◆ Directions for this task:
Your answer should consist of the lines below that hold the word "each".

◆ Source material:
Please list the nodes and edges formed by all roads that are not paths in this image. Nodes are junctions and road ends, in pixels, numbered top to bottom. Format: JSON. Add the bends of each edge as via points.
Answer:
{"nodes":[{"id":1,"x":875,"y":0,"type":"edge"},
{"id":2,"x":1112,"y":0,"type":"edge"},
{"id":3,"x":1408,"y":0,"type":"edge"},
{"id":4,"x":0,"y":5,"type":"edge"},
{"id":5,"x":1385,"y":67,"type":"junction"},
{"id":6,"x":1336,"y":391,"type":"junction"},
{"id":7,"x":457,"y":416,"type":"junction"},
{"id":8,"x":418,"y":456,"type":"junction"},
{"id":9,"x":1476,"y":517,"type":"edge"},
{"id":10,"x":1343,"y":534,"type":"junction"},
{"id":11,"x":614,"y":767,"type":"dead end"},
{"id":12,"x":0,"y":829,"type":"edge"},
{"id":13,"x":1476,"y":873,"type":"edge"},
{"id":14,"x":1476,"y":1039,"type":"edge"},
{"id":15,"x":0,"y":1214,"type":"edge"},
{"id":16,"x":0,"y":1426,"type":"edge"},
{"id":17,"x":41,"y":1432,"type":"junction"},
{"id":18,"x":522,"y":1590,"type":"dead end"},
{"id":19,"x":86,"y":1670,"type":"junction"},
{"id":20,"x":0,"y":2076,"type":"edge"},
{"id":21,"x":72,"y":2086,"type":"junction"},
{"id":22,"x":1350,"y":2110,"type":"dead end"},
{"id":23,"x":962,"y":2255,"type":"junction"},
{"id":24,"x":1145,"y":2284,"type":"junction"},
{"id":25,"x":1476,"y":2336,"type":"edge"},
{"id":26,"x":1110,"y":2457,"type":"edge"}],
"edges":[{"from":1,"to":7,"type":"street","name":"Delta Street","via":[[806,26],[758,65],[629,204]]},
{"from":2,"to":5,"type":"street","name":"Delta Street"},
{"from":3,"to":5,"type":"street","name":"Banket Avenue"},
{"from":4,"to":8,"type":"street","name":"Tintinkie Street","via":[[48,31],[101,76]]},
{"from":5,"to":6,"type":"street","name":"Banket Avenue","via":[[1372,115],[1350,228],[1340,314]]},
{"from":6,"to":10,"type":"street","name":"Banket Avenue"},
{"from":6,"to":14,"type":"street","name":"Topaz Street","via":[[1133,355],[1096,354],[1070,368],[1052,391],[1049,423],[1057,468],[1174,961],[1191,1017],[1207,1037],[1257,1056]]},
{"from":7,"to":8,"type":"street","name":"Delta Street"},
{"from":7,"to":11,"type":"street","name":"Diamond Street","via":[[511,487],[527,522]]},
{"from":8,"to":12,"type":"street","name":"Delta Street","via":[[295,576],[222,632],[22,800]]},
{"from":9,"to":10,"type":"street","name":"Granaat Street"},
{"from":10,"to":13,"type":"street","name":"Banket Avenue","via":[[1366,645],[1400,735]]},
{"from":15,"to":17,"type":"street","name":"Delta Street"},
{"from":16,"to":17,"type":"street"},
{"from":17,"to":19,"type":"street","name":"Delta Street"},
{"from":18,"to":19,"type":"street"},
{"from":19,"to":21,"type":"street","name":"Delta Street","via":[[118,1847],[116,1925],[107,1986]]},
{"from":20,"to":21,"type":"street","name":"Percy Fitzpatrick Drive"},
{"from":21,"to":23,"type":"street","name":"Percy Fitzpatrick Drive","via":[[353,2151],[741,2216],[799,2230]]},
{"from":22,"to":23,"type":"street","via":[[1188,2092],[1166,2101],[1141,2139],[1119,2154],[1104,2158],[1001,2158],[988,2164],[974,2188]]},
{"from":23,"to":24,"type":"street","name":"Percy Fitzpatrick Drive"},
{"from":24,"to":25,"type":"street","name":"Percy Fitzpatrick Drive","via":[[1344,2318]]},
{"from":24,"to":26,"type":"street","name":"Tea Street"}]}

==

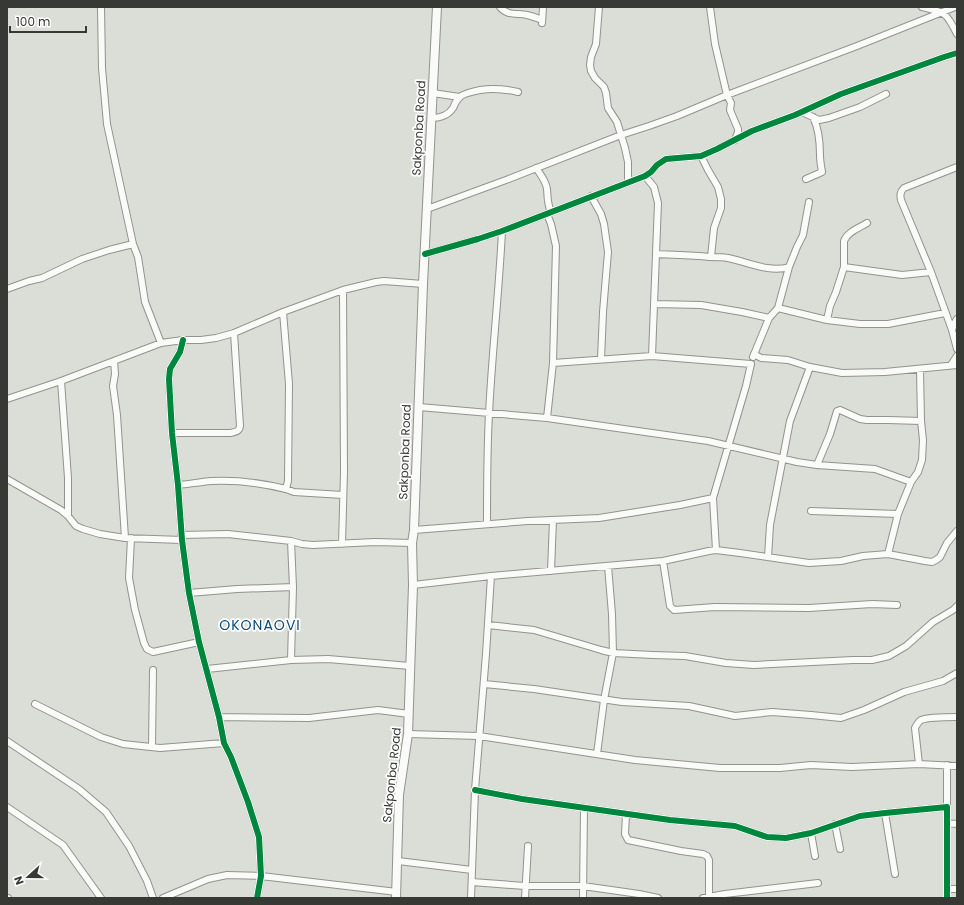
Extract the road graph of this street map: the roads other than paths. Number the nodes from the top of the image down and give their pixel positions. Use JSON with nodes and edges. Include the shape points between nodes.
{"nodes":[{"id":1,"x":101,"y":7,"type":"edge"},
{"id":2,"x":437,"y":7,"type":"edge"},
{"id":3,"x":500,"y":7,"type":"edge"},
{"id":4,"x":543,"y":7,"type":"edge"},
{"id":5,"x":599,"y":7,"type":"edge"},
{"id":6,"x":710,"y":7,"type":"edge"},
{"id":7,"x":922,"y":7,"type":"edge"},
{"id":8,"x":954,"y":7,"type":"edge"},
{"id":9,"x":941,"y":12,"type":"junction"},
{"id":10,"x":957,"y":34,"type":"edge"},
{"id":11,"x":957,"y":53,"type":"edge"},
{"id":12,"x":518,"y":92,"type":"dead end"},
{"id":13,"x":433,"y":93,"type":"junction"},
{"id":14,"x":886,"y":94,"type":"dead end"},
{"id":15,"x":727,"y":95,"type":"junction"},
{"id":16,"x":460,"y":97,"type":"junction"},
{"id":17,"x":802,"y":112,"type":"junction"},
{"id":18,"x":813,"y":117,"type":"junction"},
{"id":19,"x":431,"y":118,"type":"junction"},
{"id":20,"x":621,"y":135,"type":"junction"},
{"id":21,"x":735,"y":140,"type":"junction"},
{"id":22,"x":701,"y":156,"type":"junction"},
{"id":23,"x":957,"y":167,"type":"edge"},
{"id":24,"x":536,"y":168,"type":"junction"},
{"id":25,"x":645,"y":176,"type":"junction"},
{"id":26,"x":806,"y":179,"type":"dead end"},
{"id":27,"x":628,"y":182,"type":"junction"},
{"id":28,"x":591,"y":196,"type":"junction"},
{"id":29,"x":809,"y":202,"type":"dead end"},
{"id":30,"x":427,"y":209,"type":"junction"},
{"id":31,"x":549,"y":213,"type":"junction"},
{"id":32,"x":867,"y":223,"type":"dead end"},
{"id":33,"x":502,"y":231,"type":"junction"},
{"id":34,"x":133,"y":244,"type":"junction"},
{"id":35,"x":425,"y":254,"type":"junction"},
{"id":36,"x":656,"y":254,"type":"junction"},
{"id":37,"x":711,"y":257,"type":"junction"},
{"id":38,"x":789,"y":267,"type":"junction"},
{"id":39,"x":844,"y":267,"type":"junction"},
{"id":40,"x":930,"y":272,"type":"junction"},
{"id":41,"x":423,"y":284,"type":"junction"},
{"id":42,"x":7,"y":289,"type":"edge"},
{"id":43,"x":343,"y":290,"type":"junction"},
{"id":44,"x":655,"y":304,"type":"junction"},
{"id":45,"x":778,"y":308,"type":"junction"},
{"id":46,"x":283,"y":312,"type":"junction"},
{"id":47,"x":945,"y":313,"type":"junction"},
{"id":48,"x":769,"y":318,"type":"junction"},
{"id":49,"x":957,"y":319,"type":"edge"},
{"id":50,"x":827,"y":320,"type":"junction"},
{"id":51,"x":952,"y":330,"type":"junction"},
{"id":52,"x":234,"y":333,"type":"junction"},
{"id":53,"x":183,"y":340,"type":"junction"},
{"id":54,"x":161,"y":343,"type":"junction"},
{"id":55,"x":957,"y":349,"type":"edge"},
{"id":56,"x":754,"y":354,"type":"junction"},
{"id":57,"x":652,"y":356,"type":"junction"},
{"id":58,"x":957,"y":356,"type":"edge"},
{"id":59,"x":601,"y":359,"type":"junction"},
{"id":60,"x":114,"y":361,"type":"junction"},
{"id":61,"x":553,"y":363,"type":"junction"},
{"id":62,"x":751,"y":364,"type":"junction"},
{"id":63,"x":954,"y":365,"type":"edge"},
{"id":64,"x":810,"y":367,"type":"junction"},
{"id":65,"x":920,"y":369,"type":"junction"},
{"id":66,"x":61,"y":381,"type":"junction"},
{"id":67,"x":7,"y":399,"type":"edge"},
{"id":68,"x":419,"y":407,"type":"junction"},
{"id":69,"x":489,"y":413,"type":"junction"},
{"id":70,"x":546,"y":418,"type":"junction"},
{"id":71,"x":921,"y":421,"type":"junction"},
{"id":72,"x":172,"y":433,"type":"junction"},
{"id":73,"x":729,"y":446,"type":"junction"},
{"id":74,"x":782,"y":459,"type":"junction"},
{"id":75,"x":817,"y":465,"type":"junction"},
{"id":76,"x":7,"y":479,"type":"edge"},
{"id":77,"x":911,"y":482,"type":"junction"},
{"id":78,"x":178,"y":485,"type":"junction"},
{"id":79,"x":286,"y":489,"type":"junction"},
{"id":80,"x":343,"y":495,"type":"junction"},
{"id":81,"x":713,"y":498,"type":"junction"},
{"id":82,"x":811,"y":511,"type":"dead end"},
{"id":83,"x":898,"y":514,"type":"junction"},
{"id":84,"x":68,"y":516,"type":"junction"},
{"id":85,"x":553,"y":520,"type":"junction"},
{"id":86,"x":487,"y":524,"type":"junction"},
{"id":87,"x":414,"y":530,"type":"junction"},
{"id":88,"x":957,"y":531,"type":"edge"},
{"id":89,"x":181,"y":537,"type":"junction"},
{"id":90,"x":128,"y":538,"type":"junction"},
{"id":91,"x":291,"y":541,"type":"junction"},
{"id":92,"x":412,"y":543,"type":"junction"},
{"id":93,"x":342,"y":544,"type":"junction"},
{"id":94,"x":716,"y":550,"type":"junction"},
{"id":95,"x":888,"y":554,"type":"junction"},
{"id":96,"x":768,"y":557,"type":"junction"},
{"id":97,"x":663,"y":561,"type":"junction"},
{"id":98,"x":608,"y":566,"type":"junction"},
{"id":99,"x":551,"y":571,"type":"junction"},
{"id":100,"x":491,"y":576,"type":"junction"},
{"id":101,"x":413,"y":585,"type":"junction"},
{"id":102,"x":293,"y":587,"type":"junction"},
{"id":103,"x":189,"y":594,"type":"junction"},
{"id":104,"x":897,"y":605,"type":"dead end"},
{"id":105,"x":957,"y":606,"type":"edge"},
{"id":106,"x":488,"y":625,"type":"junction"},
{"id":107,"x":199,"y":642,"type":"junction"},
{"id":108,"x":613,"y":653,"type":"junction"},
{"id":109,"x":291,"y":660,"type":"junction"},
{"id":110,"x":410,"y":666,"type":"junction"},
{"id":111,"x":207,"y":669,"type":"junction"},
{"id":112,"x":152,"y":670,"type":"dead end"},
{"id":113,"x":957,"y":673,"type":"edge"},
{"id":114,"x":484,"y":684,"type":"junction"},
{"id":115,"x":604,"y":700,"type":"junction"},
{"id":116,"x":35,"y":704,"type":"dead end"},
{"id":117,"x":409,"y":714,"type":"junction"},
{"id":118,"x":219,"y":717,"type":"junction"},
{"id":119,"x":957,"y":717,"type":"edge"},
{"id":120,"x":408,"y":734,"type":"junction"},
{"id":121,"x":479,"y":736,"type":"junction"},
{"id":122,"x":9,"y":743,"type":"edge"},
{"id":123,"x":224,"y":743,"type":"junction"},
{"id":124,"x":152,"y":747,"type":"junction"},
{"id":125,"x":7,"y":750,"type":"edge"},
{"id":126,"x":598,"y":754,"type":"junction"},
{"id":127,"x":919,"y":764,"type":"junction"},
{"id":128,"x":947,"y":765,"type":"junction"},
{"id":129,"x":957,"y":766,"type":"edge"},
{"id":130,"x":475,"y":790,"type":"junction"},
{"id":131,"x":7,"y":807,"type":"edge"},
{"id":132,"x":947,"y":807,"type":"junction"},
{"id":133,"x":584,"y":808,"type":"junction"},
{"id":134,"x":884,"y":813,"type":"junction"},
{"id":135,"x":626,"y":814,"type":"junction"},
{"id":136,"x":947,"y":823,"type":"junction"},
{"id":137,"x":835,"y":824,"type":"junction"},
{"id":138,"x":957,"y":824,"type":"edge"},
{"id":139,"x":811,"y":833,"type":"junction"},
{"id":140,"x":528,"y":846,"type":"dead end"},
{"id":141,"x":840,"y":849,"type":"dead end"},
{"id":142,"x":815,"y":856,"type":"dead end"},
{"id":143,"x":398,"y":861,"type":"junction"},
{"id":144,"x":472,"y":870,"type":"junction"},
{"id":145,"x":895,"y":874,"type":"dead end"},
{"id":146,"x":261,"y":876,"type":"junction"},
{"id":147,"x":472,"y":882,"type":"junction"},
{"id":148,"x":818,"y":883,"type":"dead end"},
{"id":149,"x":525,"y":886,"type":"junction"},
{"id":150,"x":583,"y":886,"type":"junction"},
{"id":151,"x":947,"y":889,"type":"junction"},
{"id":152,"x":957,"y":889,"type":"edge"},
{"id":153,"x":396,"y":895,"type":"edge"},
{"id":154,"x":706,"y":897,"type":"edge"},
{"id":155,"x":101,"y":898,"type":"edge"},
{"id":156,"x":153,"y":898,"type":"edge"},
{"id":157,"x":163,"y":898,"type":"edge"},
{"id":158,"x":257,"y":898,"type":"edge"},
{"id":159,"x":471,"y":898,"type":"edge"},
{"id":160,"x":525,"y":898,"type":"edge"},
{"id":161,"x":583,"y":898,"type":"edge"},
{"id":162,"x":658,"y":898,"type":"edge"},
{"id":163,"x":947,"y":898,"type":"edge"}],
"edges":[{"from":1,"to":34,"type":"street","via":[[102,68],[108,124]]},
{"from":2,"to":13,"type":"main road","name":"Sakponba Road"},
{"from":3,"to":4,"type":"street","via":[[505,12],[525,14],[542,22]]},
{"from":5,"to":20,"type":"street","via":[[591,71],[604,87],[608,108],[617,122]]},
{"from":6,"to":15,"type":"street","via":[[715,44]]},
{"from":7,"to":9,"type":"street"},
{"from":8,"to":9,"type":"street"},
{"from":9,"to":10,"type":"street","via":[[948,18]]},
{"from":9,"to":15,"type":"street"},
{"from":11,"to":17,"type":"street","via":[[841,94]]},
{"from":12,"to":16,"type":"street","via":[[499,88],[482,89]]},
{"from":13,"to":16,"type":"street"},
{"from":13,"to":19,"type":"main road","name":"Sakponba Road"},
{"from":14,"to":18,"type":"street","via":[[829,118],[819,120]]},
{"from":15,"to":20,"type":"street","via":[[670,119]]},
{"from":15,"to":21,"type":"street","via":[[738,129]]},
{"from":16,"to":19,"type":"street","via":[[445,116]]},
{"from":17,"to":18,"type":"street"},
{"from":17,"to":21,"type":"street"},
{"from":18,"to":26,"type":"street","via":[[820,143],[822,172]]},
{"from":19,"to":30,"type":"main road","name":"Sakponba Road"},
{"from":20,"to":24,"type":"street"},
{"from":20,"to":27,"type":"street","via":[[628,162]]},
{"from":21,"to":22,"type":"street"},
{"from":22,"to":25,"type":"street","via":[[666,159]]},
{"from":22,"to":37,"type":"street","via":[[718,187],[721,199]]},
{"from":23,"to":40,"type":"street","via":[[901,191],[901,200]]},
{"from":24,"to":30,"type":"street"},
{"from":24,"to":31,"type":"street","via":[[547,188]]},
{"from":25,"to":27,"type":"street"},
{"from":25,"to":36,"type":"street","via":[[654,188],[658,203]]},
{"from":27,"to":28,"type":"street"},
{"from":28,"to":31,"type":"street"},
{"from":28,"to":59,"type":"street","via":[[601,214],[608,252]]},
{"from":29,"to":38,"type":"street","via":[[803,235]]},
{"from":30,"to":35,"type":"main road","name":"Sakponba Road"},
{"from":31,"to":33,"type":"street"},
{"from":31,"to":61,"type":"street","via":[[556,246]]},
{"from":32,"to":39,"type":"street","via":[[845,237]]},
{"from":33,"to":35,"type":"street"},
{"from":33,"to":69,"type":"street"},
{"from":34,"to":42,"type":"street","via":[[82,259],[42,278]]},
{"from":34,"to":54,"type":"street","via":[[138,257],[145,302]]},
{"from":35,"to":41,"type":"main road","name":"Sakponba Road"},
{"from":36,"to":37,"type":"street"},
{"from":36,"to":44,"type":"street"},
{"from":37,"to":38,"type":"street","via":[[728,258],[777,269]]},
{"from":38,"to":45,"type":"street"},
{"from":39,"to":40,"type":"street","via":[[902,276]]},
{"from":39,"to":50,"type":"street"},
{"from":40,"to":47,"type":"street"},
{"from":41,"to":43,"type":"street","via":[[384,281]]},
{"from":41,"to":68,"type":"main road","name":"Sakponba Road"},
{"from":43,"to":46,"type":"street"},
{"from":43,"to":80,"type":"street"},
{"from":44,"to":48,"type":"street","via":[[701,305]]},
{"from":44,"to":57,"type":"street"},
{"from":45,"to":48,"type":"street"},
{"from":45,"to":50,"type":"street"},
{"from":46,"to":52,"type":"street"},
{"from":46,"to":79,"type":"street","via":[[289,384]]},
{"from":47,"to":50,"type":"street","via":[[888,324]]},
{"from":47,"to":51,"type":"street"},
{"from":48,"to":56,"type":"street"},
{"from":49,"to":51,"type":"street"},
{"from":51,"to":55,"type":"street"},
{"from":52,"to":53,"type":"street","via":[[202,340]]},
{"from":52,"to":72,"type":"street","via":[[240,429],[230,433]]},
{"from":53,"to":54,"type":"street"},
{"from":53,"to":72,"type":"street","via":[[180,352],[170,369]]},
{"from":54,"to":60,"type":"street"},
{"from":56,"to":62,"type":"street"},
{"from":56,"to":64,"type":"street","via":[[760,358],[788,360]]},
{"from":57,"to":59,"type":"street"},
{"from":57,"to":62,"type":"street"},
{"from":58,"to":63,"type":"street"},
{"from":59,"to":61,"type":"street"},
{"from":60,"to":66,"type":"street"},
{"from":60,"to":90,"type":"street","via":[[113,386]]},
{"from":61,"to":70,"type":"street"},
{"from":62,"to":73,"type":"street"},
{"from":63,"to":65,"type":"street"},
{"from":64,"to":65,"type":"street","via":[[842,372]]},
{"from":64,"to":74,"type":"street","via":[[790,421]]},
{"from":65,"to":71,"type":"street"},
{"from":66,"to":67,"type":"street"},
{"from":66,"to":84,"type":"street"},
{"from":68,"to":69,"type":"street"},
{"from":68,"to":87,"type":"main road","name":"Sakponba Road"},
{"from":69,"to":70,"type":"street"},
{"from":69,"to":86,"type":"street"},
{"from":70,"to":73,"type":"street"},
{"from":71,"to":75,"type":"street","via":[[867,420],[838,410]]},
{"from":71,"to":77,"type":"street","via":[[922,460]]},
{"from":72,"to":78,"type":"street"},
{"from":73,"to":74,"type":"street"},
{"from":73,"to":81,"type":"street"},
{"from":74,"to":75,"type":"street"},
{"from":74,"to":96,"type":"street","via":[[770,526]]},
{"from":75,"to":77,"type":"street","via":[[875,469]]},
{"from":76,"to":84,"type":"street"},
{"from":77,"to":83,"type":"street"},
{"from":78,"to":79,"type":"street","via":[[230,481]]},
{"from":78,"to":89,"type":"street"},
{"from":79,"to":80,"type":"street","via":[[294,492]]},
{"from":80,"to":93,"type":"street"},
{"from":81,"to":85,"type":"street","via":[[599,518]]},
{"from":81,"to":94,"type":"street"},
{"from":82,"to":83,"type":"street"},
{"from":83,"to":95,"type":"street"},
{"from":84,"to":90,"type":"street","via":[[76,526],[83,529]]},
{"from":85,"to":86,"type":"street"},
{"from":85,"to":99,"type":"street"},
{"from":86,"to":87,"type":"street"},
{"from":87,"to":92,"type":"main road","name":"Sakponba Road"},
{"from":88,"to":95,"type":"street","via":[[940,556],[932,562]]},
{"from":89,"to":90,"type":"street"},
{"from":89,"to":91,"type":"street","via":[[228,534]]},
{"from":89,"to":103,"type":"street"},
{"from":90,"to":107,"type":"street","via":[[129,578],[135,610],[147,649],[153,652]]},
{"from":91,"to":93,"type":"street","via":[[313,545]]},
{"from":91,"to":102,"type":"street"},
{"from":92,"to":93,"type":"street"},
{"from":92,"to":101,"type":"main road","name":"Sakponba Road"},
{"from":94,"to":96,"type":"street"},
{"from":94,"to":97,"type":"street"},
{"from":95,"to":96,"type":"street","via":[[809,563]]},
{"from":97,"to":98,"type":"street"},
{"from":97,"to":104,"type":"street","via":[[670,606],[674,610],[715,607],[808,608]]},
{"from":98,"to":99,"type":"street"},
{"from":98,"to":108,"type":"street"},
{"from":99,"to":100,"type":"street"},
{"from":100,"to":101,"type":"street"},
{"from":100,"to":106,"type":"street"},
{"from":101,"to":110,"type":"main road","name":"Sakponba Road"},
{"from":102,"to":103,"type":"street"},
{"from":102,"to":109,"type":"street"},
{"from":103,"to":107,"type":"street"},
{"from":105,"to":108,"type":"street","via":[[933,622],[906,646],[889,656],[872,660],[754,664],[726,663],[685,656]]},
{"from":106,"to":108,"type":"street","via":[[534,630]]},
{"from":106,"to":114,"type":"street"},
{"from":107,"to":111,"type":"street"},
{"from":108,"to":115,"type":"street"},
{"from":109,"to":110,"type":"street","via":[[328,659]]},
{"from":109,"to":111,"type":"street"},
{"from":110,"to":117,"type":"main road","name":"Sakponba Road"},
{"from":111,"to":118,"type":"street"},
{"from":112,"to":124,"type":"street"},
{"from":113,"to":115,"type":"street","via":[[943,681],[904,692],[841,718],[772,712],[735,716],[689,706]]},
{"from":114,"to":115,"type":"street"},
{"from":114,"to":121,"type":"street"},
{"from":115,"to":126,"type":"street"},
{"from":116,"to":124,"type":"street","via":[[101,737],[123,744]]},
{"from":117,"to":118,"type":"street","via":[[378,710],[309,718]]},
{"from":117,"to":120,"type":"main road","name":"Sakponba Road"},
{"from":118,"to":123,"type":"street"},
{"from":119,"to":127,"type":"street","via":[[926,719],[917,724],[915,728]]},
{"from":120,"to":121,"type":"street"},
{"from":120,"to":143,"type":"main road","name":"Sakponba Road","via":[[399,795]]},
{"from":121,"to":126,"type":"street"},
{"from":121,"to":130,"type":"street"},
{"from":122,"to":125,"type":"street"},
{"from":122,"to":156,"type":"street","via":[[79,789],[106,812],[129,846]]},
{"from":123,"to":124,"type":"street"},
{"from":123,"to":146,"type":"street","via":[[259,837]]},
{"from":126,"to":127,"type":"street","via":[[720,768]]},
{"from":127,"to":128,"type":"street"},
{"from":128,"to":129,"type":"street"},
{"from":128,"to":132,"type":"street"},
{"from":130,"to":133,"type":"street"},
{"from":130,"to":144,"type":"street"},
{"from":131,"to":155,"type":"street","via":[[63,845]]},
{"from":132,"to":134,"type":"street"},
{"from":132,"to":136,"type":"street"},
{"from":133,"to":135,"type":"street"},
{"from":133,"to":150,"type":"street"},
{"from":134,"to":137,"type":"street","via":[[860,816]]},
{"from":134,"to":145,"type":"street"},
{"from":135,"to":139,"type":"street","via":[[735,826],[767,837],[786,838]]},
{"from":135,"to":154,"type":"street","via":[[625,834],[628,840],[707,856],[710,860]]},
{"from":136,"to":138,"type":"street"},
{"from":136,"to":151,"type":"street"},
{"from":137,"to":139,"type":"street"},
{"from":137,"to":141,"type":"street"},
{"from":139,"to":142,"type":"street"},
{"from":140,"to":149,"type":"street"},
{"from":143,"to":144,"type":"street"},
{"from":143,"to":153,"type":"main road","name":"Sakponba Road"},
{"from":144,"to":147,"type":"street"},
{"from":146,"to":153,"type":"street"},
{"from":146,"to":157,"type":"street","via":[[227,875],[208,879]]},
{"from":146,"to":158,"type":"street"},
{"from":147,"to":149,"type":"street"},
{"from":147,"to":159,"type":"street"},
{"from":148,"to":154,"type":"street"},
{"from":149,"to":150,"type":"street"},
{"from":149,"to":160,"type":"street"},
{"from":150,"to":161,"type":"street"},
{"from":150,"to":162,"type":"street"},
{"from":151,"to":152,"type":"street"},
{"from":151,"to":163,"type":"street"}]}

--

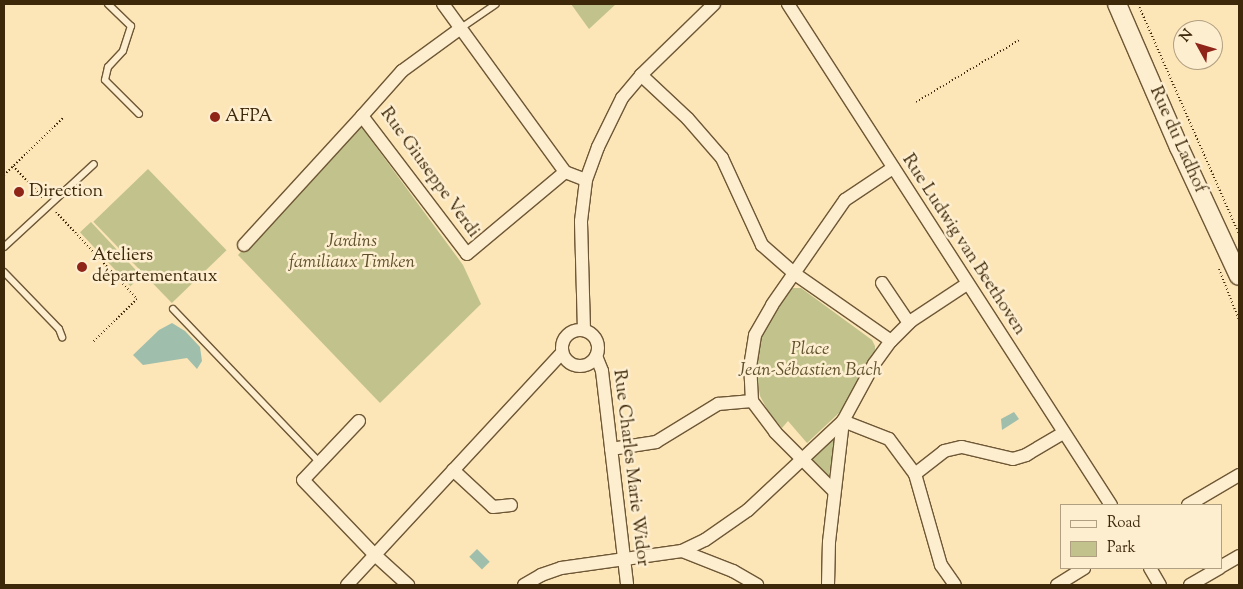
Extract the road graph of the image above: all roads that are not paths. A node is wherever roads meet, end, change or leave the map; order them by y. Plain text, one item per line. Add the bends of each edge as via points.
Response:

◆ Solution:
Please list the nodes and edges formed by all roads that are not paths in this image. Nodes are junctions and road ends, in pixels, numbered top to bottom. Format: JSON. Add the bends of each edge as via points.
Extract the road graph of the image above: all roads that are not paths. A node is wherever roads meet, end, change or leave the map; order them by y. Plain text, one item per line. Add the bends of each edge as via points.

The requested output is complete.